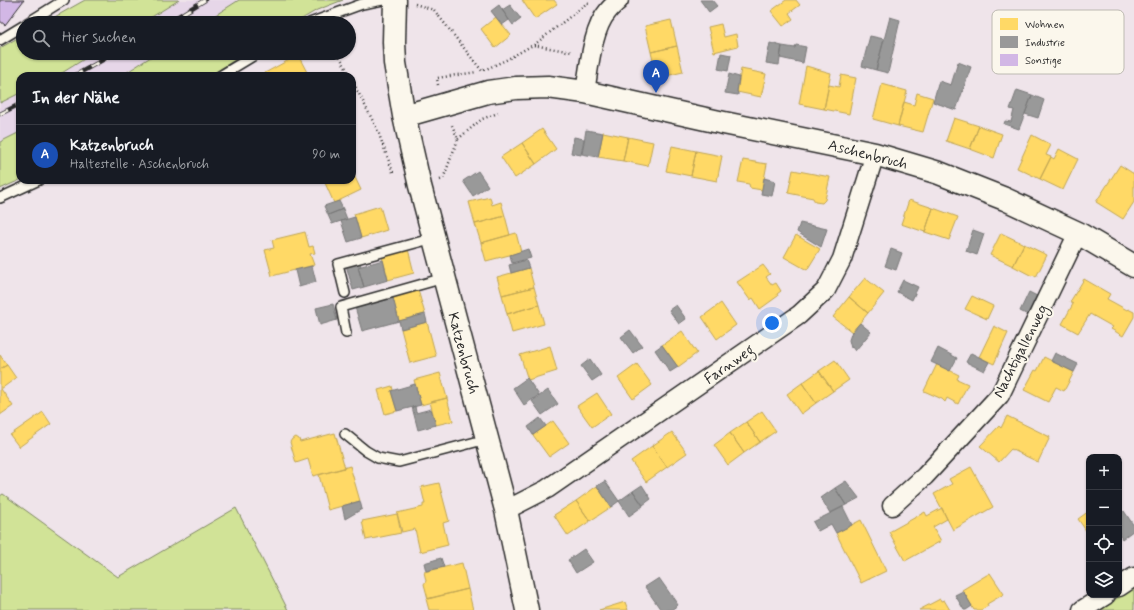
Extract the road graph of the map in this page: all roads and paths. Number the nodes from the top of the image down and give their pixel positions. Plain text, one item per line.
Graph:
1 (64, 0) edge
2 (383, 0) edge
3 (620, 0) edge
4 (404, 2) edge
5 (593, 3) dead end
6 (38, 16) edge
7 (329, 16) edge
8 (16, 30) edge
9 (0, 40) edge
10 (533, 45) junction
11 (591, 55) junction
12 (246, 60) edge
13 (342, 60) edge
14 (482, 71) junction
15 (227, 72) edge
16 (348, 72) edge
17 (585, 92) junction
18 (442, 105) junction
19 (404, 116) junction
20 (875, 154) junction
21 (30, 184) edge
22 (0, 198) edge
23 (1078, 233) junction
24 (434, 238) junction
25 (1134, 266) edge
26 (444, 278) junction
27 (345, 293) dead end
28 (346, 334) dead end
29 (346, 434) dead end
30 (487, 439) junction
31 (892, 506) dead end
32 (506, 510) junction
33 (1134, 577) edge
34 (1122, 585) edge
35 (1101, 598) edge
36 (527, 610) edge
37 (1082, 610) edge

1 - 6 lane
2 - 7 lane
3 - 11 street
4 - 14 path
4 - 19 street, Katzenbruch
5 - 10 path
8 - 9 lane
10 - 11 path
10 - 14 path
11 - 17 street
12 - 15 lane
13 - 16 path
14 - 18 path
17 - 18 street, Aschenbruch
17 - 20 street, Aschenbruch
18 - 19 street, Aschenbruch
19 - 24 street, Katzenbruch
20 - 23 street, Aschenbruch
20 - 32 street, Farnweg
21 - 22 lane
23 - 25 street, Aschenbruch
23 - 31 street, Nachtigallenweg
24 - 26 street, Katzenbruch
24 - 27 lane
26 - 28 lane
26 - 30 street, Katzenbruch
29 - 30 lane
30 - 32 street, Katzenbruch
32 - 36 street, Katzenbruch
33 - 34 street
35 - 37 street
• • • •
> _ASSIGNED TASK_
From the records above, copy each line in which the string "Aschenbruch" occurs.

> _EXPECTED OUTPUT_
17 - 18 street, Aschenbruch
17 - 20 street, Aschenbruch
18 - 19 street, Aschenbruch
20 - 23 street, Aschenbruch
23 - 25 street, Aschenbruch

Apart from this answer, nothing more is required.